Saved entries:
+ + + + + + +

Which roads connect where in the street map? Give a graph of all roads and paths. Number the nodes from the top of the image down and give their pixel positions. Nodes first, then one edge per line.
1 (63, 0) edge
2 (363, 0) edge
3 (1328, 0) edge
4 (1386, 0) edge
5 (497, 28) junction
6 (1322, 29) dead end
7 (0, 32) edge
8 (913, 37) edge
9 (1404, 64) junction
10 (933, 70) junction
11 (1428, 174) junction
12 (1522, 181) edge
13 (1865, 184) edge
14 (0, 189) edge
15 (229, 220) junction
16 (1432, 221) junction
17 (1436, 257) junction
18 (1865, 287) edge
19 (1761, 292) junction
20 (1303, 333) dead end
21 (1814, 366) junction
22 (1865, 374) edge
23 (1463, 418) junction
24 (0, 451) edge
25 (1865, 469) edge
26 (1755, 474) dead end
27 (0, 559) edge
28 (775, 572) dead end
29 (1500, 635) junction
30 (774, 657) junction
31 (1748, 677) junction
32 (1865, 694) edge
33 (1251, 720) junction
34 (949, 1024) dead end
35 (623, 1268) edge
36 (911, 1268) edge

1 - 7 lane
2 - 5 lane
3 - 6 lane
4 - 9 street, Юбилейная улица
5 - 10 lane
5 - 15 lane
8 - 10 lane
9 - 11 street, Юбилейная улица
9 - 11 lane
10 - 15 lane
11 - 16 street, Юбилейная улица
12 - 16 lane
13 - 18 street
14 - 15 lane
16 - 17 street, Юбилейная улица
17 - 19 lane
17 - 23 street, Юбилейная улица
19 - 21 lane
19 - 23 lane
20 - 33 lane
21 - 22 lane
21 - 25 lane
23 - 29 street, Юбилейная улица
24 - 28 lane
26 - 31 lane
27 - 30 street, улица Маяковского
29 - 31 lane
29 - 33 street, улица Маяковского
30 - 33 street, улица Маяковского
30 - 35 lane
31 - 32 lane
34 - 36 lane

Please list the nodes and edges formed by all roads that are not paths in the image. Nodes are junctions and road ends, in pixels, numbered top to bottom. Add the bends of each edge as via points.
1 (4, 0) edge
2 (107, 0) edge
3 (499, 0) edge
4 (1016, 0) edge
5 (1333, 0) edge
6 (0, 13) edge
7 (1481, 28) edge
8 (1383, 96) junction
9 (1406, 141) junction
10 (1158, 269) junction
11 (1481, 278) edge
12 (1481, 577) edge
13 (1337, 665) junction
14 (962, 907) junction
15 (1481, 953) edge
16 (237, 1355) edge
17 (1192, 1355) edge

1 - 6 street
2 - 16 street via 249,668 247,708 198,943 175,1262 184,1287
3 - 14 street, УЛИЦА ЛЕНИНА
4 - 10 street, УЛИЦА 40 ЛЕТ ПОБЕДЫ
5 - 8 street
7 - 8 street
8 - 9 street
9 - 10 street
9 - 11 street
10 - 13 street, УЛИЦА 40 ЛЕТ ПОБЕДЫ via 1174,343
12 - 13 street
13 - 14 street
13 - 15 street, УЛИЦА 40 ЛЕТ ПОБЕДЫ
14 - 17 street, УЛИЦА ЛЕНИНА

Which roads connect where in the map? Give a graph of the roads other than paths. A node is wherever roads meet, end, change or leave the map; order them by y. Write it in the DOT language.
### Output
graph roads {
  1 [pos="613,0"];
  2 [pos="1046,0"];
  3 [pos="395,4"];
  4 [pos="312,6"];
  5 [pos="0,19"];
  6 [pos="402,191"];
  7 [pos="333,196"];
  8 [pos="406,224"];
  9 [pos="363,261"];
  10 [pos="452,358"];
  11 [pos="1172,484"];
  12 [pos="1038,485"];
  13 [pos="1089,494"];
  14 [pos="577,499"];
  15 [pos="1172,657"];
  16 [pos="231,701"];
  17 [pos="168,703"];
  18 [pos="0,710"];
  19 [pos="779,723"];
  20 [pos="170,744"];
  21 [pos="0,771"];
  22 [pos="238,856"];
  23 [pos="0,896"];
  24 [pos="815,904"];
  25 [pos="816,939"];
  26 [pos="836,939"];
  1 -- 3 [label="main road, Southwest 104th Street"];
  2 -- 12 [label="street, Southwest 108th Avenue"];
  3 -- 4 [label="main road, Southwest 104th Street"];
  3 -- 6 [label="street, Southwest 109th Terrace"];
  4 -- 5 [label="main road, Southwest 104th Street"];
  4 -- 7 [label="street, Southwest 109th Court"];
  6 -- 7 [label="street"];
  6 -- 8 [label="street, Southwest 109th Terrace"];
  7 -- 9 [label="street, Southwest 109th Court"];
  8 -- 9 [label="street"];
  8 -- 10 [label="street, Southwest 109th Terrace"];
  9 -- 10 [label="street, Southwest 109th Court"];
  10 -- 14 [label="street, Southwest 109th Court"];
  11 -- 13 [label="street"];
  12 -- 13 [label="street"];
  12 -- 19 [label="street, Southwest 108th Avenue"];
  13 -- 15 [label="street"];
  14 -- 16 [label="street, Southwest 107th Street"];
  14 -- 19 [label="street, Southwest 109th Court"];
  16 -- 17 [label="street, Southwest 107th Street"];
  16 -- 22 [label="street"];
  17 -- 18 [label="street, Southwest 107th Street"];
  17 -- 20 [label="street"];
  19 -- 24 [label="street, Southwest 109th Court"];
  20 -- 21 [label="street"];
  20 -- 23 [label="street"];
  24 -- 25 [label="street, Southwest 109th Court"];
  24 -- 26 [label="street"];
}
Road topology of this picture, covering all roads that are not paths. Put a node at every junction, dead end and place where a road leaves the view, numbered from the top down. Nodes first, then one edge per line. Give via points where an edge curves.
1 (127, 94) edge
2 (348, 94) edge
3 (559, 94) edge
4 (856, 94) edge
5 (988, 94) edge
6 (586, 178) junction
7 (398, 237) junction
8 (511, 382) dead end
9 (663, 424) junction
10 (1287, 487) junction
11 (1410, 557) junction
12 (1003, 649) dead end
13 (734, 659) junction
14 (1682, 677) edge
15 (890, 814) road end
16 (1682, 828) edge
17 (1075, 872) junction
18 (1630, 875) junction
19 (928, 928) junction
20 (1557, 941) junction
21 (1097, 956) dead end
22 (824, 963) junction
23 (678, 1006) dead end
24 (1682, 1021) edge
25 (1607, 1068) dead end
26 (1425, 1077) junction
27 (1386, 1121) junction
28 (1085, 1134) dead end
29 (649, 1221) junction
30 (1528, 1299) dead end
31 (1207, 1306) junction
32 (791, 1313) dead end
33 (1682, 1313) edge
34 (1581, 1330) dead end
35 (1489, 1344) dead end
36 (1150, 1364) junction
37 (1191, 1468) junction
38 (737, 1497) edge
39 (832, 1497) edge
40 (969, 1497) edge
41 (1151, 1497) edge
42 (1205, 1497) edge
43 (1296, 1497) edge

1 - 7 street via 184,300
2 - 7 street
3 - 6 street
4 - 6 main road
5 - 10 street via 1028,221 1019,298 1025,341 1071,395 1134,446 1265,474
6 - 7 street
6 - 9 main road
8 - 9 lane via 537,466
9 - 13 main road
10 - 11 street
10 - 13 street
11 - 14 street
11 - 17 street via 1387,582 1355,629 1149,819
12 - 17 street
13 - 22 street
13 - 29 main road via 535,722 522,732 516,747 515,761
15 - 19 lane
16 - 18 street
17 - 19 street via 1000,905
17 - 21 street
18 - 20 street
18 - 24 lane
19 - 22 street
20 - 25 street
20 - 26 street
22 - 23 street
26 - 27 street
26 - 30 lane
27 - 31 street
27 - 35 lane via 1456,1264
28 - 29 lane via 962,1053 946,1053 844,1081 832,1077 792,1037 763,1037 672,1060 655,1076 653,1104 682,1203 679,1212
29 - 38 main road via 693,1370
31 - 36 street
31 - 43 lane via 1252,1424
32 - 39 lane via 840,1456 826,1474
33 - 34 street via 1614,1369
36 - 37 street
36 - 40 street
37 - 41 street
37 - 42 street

+ + + + + + +

About this task: Among the records, find each line where the word "points" occurs, and copy it.

Written solution:
Please list the nodes and edges formed by all roads that are not paths in the image. Nodes are junctions and road ends, in pixels, numbered top to bottom. Add the bends of each edge as via points.
Road topology of this picture, covering all roads that are not paths. Put a node at every junction, dead end and place where a road leaves the view, numbered from the top down. Nodes first, then one edge per line. Give via points where an edge curves.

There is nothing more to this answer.